**What to work on:** In the answer, each line of the listing should appear again unchanged.

=======

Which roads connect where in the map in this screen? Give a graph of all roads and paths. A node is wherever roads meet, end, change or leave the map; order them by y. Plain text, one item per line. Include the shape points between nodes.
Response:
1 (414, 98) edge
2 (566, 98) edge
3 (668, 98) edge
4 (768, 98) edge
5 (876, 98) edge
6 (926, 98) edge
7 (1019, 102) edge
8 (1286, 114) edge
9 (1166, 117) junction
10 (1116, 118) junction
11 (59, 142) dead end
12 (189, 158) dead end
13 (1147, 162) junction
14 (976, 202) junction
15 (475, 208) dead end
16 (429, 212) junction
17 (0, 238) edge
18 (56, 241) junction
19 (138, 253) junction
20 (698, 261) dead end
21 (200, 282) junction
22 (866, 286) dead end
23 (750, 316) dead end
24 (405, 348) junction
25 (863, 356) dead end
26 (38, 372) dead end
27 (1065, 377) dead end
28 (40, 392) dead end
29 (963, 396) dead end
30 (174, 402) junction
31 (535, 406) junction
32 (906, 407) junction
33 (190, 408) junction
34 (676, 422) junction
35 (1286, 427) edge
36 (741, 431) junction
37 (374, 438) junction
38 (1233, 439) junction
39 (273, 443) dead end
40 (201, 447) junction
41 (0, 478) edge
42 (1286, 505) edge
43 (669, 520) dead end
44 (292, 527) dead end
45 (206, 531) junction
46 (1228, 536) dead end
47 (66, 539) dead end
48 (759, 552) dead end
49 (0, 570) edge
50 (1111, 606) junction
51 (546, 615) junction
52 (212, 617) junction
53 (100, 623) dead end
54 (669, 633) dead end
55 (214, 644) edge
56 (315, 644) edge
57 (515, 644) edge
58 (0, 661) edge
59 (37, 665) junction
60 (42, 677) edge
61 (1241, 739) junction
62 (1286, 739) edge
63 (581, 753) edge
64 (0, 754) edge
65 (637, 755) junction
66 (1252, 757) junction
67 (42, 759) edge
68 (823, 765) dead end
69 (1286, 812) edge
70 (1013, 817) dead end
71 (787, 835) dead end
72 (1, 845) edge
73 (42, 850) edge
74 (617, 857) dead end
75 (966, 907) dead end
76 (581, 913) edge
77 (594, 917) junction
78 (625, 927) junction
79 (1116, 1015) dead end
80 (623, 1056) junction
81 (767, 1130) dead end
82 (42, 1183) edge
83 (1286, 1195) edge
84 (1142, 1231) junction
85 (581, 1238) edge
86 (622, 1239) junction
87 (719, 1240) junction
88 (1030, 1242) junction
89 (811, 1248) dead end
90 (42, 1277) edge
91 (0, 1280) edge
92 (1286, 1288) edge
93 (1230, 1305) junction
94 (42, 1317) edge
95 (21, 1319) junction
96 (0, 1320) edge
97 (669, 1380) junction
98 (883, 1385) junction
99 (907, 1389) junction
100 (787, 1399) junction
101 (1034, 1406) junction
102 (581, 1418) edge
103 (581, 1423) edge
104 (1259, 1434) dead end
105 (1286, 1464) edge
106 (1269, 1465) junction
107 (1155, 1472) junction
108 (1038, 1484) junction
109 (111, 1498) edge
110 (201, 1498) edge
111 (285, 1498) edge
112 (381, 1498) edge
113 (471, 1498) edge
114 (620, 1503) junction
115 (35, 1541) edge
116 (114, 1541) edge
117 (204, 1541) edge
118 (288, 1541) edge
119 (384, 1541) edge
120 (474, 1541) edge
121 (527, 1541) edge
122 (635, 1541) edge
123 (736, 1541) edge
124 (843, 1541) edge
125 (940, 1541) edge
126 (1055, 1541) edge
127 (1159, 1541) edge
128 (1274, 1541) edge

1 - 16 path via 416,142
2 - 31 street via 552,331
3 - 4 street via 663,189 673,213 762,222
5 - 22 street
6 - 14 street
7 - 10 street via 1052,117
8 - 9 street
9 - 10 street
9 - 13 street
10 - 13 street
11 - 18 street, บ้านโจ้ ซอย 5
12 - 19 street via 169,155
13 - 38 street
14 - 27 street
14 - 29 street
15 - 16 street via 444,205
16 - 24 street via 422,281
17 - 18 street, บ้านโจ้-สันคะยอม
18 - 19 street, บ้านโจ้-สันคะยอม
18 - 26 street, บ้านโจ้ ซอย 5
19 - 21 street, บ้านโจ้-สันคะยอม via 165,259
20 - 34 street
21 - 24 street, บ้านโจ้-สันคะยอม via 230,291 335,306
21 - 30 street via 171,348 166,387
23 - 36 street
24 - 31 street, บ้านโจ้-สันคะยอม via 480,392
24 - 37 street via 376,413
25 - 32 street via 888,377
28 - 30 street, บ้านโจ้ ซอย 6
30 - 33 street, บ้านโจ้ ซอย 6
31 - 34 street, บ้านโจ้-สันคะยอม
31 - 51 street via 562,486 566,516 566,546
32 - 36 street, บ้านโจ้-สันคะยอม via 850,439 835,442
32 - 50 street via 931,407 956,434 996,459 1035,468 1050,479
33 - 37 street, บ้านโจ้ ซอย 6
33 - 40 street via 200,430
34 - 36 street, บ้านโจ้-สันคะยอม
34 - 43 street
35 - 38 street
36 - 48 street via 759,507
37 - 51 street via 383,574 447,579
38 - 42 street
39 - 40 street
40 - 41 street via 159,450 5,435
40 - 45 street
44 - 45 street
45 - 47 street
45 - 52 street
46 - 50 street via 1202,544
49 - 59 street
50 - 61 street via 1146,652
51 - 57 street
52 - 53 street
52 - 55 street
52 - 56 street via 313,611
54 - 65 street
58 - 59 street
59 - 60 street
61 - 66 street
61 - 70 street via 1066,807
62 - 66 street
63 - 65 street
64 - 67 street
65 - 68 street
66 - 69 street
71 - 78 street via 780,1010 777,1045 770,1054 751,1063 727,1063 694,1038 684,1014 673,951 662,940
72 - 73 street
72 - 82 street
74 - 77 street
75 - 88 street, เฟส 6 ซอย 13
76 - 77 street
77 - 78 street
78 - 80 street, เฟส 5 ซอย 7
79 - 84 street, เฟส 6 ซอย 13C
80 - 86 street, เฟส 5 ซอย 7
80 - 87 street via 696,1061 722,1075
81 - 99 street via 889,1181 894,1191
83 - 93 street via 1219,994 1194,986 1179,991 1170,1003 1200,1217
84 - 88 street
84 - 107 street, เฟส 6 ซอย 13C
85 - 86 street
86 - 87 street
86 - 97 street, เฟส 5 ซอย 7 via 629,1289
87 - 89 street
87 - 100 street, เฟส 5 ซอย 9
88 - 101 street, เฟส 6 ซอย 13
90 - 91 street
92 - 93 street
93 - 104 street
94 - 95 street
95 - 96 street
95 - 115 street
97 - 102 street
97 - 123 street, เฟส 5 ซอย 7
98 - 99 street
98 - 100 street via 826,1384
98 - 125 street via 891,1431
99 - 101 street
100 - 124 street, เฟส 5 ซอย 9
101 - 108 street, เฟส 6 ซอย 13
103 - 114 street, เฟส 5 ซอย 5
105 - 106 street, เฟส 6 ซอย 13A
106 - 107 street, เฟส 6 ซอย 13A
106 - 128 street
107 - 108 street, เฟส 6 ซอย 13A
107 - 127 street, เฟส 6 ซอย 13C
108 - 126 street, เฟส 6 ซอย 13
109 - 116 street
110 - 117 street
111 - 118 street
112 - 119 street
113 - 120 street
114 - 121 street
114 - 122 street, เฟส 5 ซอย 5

=======

**Answer box:**
Which roads connect where in the map in this screen? Give a graph of all roads and paths. A node is wherever roads meet, end, change or leave the map; order them by y. Plain text, one item per line. Include the shape points between nodes.
Response:
1 (414, 98) edge
2 (566, 98) edge
3 (668, 98) edge
4 (768, 98) edge
5 (876, 98) edge
6 (926, 98) edge
7 (1019, 102) edge
8 (1286, 114) edge
9 (1166, 117) junction
10 (1116, 118) junction
11 (59, 142) dead end
12 (189, 158) dead end
13 (1147, 162) junction
14 (976, 202) junction
15 (475, 208) dead end
16 (429, 212) junction
17 (0, 238) edge
18 (56, 241) junction
19 (138, 253) junction
20 (698, 261) dead end
21 (200, 282) junction
22 (866, 286) dead end
23 (750, 316) dead end
24 (405, 348) junction
25 (863, 356) dead end
26 (38, 372) dead end
27 (1065, 377) dead end
28 (40, 392) dead end
29 (963, 396) dead end
30 (174, 402) junction
31 (535, 406) junction
32 (906, 407) junction
33 (190, 408) junction
34 (676, 422) junction
35 (1286, 427) edge
36 (741, 431) junction
37 (374, 438) junction
38 (1233, 439) junction
39 (273, 443) dead end
40 (201, 447) junction
41 (0, 478) edge
42 (1286, 505) edge
43 (669, 520) dead end
44 (292, 527) dead end
45 (206, 531) junction
46 (1228, 536) dead end
47 (66, 539) dead end
48 (759, 552) dead end
49 (0, 570) edge
50 (1111, 606) junction
51 (546, 615) junction
52 (212, 617) junction
53 (100, 623) dead end
54 (669, 633) dead end
55 (214, 644) edge
56 (315, 644) edge
57 (515, 644) edge
58 (0, 661) edge
59 (37, 665) junction
60 (42, 677) edge
61 (1241, 739) junction
62 (1286, 739) edge
63 (581, 753) edge
64 (0, 754) edge
65 (637, 755) junction
66 (1252, 757) junction
67 (42, 759) edge
68 (823, 765) dead end
69 (1286, 812) edge
70 (1013, 817) dead end
71 (787, 835) dead end
72 (1, 845) edge
73 (42, 850) edge
74 (617, 857) dead end
75 (966, 907) dead end
76 (581, 913) edge
77 (594, 917) junction
78 (625, 927) junction
79 (1116, 1015) dead end
80 (623, 1056) junction
81 (767, 1130) dead end
82 (42, 1183) edge
83 (1286, 1195) edge
84 (1142, 1231) junction
85 (581, 1238) edge
86 (622, 1239) junction
87 (719, 1240) junction
88 (1030, 1242) junction
89 (811, 1248) dead end
90 (42, 1277) edge
91 (0, 1280) edge
92 (1286, 1288) edge
93 (1230, 1305) junction
94 (42, 1317) edge
95 (21, 1319) junction
96 (0, 1320) edge
97 (669, 1380) junction
98 (883, 1385) junction
99 (907, 1389) junction
100 (787, 1399) junction
101 (1034, 1406) junction
102 (581, 1418) edge
103 (581, 1423) edge
104 (1259, 1434) dead end
105 (1286, 1464) edge
106 (1269, 1465) junction
107 (1155, 1472) junction
108 (1038, 1484) junction
109 (111, 1498) edge
110 (201, 1498) edge
111 (285, 1498) edge
112 (381, 1498) edge
113 (471, 1498) edge
114 (620, 1503) junction
115 (35, 1541) edge
116 (114, 1541) edge
117 (204, 1541) edge
118 (288, 1541) edge
119 (384, 1541) edge
120 (474, 1541) edge
121 (527, 1541) edge
122 (635, 1541) edge
123 (736, 1541) edge
124 (843, 1541) edge
125 (940, 1541) edge
126 (1055, 1541) edge
127 (1159, 1541) edge
128 (1274, 1541) edge

1 - 16 path via 416,142
2 - 31 street via 552,331
3 - 4 street via 663,189 673,213 762,222
5 - 22 street
6 - 14 street
7 - 10 street via 1052,117
8 - 9 street
9 - 10 street
9 - 13 street
10 - 13 street
11 - 18 street, บ้านโจ้ ซอย 5
12 - 19 street via 169,155
13 - 38 street
14 - 27 street
14 - 29 street
15 - 16 street via 444,205
16 - 24 street via 422,281
17 - 18 street, บ้านโจ้-สันคะยอม
18 - 19 street, บ้านโจ้-สันคะยอม
18 - 26 street, บ้านโจ้ ซอย 5
19 - 21 street, บ้านโจ้-สันคะยอม via 165,259
20 - 34 street
21 - 24 street, บ้านโจ้-สันคะยอม via 230,291 335,306
21 - 30 street via 171,348 166,387
23 - 36 street
24 - 31 street, บ้านโจ้-สันคะยอม via 480,392
24 - 37 street via 376,413
25 - 32 street via 888,377
28 - 30 street, บ้านโจ้ ซอย 6
30 - 33 street, บ้านโจ้ ซอย 6
31 - 34 street, บ้านโจ้-สันคะยอม
31 - 51 street via 562,486 566,516 566,546
32 - 36 street, บ้านโจ้-สันคะยอม via 850,439 835,442
32 - 50 street via 931,407 956,434 996,459 1035,468 1050,479
33 - 37 street, บ้านโจ้ ซอย 6
33 - 40 street via 200,430
34 - 36 street, บ้านโจ้-สันคะยอม
34 - 43 street
35 - 38 street
36 - 48 street via 759,507
37 - 51 street via 383,574 447,579
38 - 42 street
39 - 40 street
40 - 41 street via 159,450 5,435
40 - 45 street
44 - 45 street
45 - 47 street
45 - 52 street
46 - 50 street via 1202,544
49 - 59 street
50 - 61 street via 1146,652
51 - 57 street
52 - 53 street
52 - 55 street
52 - 56 street via 313,611
54 - 65 street
58 - 59 street
59 - 60 street
61 - 66 street
61 - 70 street via 1066,807
62 - 66 street
63 - 65 street
64 - 67 street
65 - 68 street
66 - 69 street
71 - 78 street via 780,1010 777,1045 770,1054 751,1063 727,1063 694,1038 684,1014 673,951 662,940
72 - 73 street
72 - 82 street
74 - 77 street
75 - 88 street, เฟส 6 ซอย 13
76 - 77 street
77 - 78 street
78 - 80 street, เฟส 5 ซอย 7
79 - 84 street, เฟส 6 ซอย 13C
80 - 86 street, เฟส 5 ซอย 7
80 - 87 street via 696,1061 722,1075
81 - 99 street via 889,1181 894,1191
83 - 93 street via 1219,994 1194,986 1179,991 1170,1003 1200,1217
84 - 88 street
84 - 107 street, เฟส 6 ซอย 13C
85 - 86 street
86 - 87 street
86 - 97 street, เฟส 5 ซอย 7 via 629,1289
87 - 89 street
87 - 100 street, เฟส 5 ซอย 9
88 - 101 street, เฟส 6 ซอย 13
90 - 91 street
92 - 93 street
93 - 104 street
94 - 95 street
95 - 96 street
95 - 115 street
97 - 102 street
97 - 123 street, เฟส 5 ซอย 7
98 - 99 street
98 - 100 street via 826,1384
98 - 125 street via 891,1431
99 - 101 street
100 - 124 street, เฟส 5 ซอย 9
101 - 108 street, เฟส 6 ซอย 13
103 - 114 street, เฟส 5 ซอย 5
105 - 106 street, เฟส 6 ซอย 13A
106 - 107 street, เฟส 6 ซอย 13A
106 - 128 street
107 - 108 street, เฟส 6 ซอย 13A
107 - 127 street, เฟส 6 ซอย 13C
108 - 126 street, เฟส 6 ซอย 13
109 - 116 street
110 - 117 street
111 - 118 street
112 - 119 street
113 - 120 street
114 - 121 street
114 - 122 street, เฟส 5 ซอย 5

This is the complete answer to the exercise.